The leading value is always 1. if nonzero. 754 allows any hex sequence before the . (e.g. Julia uses a single hex digit of any value, some implementations use 0. to indicate subnormals); we should accept this but not produce it.
abcdef/ABCDEF, p/P is determined by :x or :X
0.0 reproduces as "0x0p+0", infinity as "inf" or "INF", NaN as "NaN" or "NAN"
0x is always reproduced regardless of the :# format parameter
The :+ format should work

Alternatives

Provide a method that parses &[u8] instead, to avoid needless conversion to &str (this is an existing problem for int::from_str_radix). Edit: changed to AsRef based on Josh's comment ACP: hex formatting and parsing for floats #536 (comment).

Links and related work

Implementation of parsing & printing in libm https://github.com/rust-lang/libm/blob/670f8a87373aa00a5e341cc167d6ad181b15ba38/src/math/support/hex_float.rs
hexf provides parsing
hexfloat2 provides printing
Pre-1.0 issue for hex float literals Add support for hexadecimal float literals rust#1433

What happens now?

This issue contains an API change proposal (or ACP) and is part of the libs-api team feature lifecycle. Once this issue is filed, the libs-api team will review open proposals as capability becomes available. Current response times do not have a clear estimate, but may be up to several months.

Possible responses

The libs team may respond in various different ways. First, the team will consider the problem (this doesn't require any concrete solution or alternatives to have been proposed):

We think this problem seems worth solving, and the standard library might be the right place to solve it.
We think that this probably doesn't belong in the standard library.

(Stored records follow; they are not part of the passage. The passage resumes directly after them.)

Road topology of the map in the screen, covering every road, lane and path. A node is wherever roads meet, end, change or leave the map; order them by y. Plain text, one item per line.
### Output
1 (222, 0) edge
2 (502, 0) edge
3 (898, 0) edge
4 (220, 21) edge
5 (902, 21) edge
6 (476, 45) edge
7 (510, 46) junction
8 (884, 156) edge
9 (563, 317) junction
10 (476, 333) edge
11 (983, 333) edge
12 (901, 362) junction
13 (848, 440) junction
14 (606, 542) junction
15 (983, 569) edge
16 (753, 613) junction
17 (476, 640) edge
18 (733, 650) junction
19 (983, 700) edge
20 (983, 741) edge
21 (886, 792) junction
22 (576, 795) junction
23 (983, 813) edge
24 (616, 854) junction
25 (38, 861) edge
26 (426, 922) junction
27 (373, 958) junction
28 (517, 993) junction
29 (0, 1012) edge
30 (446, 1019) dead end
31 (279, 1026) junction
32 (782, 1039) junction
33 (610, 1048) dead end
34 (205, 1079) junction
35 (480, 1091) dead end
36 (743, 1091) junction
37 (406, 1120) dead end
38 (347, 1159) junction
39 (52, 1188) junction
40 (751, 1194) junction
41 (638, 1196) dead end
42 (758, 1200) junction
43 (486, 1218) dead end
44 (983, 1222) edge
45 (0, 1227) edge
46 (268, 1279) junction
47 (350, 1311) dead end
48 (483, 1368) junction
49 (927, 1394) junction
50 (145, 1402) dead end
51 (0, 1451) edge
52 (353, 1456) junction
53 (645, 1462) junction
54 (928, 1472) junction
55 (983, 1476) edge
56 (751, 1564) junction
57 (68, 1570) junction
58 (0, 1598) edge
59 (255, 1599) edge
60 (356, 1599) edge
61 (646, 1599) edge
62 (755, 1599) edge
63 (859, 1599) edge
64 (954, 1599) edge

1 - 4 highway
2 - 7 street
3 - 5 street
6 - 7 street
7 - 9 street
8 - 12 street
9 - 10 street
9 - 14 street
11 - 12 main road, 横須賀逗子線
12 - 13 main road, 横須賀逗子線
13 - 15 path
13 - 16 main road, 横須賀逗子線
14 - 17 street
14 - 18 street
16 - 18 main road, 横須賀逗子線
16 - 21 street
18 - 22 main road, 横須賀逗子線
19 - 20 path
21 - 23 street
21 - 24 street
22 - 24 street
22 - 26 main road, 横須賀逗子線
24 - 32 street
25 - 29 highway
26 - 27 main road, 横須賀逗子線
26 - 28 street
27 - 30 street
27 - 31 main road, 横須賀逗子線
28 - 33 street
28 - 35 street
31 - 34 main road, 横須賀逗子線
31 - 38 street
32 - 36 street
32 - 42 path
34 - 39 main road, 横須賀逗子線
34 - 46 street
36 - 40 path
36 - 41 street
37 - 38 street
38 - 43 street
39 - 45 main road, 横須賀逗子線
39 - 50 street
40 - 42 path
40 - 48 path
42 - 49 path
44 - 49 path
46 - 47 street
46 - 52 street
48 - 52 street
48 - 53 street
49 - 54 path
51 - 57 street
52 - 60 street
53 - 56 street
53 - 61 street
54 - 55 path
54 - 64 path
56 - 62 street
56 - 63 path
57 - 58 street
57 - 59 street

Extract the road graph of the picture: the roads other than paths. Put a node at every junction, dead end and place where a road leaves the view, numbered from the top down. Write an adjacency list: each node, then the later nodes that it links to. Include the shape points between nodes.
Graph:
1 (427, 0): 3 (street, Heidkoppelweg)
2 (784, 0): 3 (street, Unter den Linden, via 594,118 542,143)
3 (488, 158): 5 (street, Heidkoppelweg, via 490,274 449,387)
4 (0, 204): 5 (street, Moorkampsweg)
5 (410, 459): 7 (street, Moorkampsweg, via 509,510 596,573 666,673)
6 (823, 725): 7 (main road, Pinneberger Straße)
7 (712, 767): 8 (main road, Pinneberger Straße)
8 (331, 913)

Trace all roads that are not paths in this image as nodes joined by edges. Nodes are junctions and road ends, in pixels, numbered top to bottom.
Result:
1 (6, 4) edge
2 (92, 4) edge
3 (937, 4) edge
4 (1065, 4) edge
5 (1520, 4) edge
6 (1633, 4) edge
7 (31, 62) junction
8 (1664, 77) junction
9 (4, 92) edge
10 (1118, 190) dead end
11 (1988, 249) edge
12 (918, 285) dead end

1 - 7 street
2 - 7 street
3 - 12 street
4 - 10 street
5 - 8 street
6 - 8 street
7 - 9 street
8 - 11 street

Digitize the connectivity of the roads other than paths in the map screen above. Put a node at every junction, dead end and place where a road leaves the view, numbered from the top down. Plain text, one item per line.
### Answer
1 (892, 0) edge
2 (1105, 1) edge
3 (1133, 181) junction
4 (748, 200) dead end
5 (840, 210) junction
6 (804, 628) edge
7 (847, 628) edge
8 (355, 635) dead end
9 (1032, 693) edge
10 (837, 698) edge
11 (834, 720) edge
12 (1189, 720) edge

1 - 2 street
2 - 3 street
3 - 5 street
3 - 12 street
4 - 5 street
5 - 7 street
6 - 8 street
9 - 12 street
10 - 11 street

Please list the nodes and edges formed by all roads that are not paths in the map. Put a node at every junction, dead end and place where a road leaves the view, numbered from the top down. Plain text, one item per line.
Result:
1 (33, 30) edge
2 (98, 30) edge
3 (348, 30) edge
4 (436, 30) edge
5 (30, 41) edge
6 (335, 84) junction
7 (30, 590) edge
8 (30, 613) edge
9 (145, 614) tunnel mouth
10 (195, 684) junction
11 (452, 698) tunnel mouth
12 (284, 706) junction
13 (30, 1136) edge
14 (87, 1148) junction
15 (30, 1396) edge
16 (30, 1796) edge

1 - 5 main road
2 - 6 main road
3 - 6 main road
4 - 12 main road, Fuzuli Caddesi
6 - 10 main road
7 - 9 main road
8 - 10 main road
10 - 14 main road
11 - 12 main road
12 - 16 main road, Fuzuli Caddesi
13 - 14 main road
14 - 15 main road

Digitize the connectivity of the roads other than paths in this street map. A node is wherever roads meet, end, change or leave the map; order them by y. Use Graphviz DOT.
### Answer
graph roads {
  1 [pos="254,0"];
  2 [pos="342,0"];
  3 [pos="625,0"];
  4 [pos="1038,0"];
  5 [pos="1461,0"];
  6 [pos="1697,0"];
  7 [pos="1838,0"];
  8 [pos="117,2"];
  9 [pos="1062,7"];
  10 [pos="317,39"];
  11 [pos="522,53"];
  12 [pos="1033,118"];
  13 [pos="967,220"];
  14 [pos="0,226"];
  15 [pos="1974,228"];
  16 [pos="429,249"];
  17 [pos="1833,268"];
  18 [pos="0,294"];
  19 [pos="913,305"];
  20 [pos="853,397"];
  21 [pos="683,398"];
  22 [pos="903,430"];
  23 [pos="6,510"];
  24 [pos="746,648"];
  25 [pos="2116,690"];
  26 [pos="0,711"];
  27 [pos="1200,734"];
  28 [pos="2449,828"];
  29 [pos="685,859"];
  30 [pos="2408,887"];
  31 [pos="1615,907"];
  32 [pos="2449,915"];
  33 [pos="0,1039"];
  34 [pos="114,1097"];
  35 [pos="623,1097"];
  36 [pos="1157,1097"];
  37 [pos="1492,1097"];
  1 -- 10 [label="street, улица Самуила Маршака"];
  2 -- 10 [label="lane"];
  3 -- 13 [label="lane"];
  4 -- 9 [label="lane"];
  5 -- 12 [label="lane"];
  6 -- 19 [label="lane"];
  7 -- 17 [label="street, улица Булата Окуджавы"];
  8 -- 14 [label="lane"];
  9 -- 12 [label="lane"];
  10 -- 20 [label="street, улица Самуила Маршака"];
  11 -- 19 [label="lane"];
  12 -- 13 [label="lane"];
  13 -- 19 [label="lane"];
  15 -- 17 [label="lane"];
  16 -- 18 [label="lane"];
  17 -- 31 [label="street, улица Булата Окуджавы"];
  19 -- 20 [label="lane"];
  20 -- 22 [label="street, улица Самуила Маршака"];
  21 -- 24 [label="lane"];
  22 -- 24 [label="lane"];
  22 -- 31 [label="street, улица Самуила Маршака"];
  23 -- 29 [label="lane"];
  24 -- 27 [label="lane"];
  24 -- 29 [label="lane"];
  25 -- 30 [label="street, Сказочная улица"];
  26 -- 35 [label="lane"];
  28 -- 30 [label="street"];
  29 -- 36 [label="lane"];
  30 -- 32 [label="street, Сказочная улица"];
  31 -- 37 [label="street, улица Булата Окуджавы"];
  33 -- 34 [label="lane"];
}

Second, if there's a concrete solution:

We think this specific solution looks roughly right, approved, you or someone else should implement this. (Further review will still happen on the subsequent implementation PR.)
We're not sure this is the right solution, and the alternatives or other materials don't give us enough information to be sure about that. Here are some questions we have that aren't answered, or rough ideas about alternatives we'd want to see discussed.

The text was updated successfully, but these errors were encountered:

programmerjake · 2025-02-08T00:59:31Z

in order to match {:#X} for integers, I think the leading 0x should always be lowercase.

tgross35 · 2025-02-08T01:56:40Z

in order to match {:#X} for integers, I think the leading 0x should always be lowercase.

Good point, I removed that bit. We should probably still parse it since 754 says 0X is valid.

On that note we only print 0x for integers if # is there, and from_str_radix rejects the prefix. But I think it is reasonable to always print/parse the prefix here since this is more of a defined format.

RalfJung · 2025-02-08T07:43:58Z

How will subnormals be printed, if not via a leading 0.?

joshtriplett · 2025-02-08T08:35:19Z

+1 for adding this. This seems like a good solution for handling hex floats in general.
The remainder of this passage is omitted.